§ PROBLEM: Retype every record exactly. Skip the images.

§ RECORDS SUPPLIED:
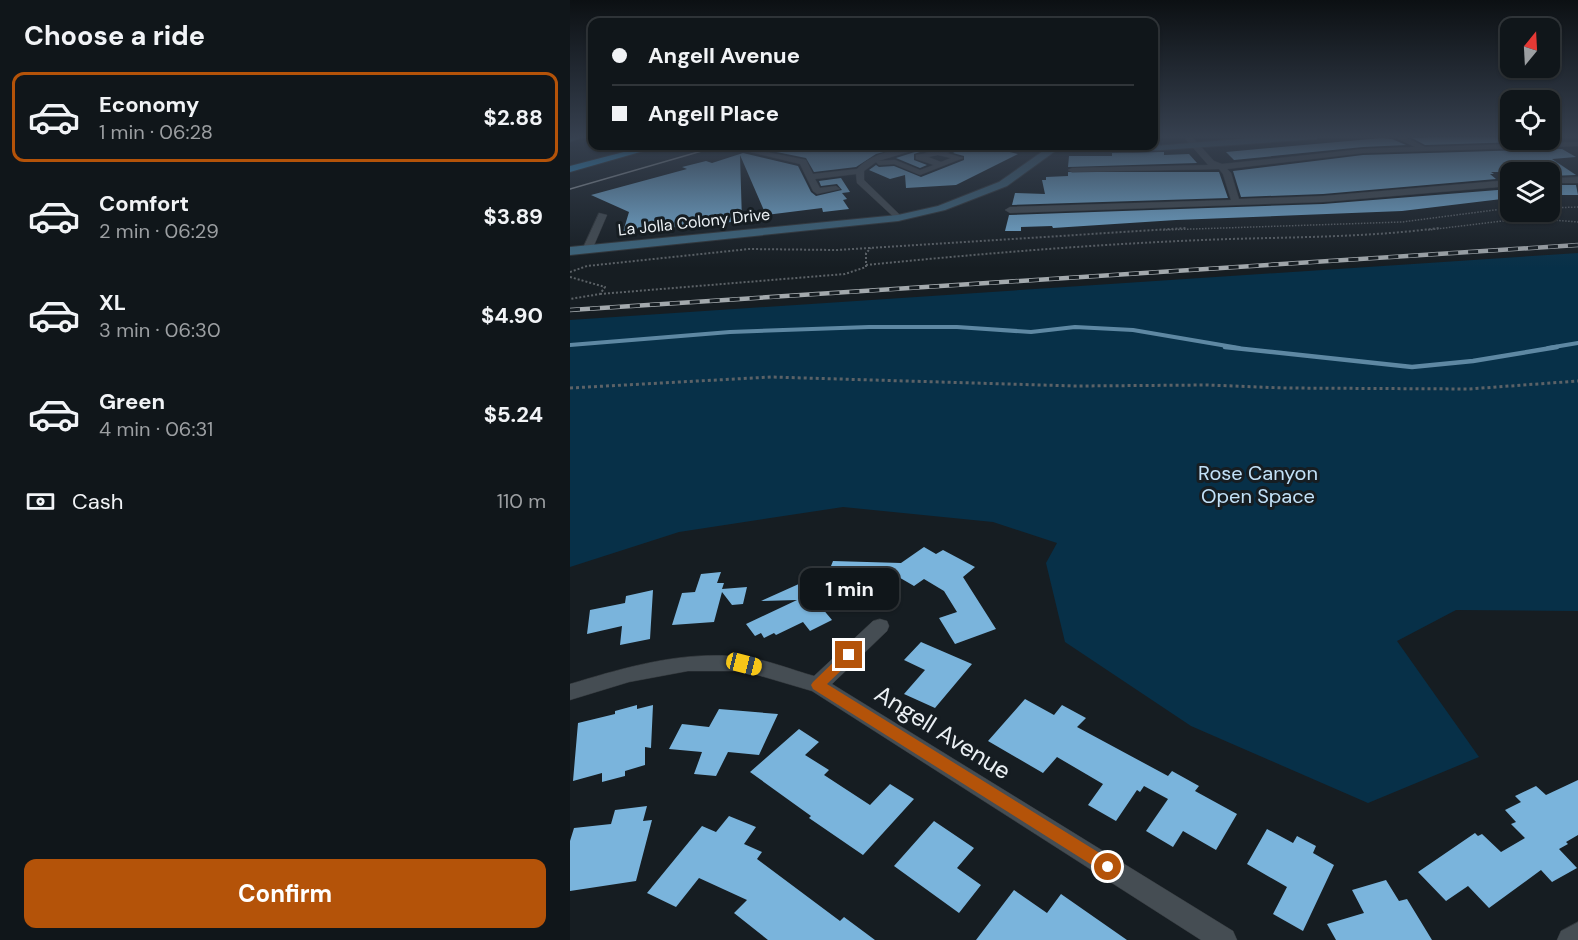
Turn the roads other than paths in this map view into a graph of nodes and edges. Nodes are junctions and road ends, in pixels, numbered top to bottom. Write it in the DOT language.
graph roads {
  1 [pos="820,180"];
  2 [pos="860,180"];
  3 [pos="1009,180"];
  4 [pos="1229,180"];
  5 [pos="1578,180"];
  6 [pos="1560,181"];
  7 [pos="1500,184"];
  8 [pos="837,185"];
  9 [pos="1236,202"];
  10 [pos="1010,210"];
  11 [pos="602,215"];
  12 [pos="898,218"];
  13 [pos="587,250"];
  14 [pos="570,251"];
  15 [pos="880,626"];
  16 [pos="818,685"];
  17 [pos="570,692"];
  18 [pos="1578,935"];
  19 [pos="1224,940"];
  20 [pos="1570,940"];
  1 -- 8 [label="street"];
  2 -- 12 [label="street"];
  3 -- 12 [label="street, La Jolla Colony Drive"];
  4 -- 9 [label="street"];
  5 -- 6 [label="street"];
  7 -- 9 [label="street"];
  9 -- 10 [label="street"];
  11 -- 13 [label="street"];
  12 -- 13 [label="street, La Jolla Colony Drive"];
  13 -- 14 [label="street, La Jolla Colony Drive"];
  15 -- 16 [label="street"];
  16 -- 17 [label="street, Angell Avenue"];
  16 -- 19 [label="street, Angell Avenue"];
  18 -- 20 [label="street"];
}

§ EXERCISE OUTPUT:
Turn the roads other than paths in this map view into a graph of nodes and edges. Nodes are junctions and road ends, in pixels, numbered top to bottom. Write it in the DOT language.
graph roads {
  1 [pos="820,180"];
  2 [pos="860,180"];
  3 [pos="1009,180"];
  4 [pos="1229,180"];
  5 [pos="1578,180"];
  6 [pos="1560,181"];
  7 [pos="1500,184"];
  8 [pos="837,185"];
  9 [pos="1236,202"];
  10 [pos="1010,210"];
  11 [pos="602,215"];
  12 [pos="898,218"];
  13 [pos="587,250"];
  14 [pos="570,251"];
  15 [pos="880,626"];
  16 [pos="818,685"];
  17 [pos="570,692"];
  18 [pos="1578,935"];
  19 [pos="1224,940"];
  20 [pos="1570,940"];
  1 -- 8 [label="street"];
  2 -- 12 [label="street"];
  3 -- 12 [label="street, La Jolla Colony Drive"];
  4 -- 9 [label="street"];
  5 -- 6 [label="street"];
  7 -- 9 [label="street"];
  9 -- 10 [label="street"];
  11 -- 13 [label="street"];
  12 -- 13 [label="street, La Jolla Colony Drive"];
  13 -- 14 [label="street, La Jolla Colony Drive"];
  15 -- 16 [label="street"];
  16 -- 17 [label="street, Angell Avenue"];
  16 -- 19 [label="street, Angell Avenue"];
  18 -- 20 [label="street"];
}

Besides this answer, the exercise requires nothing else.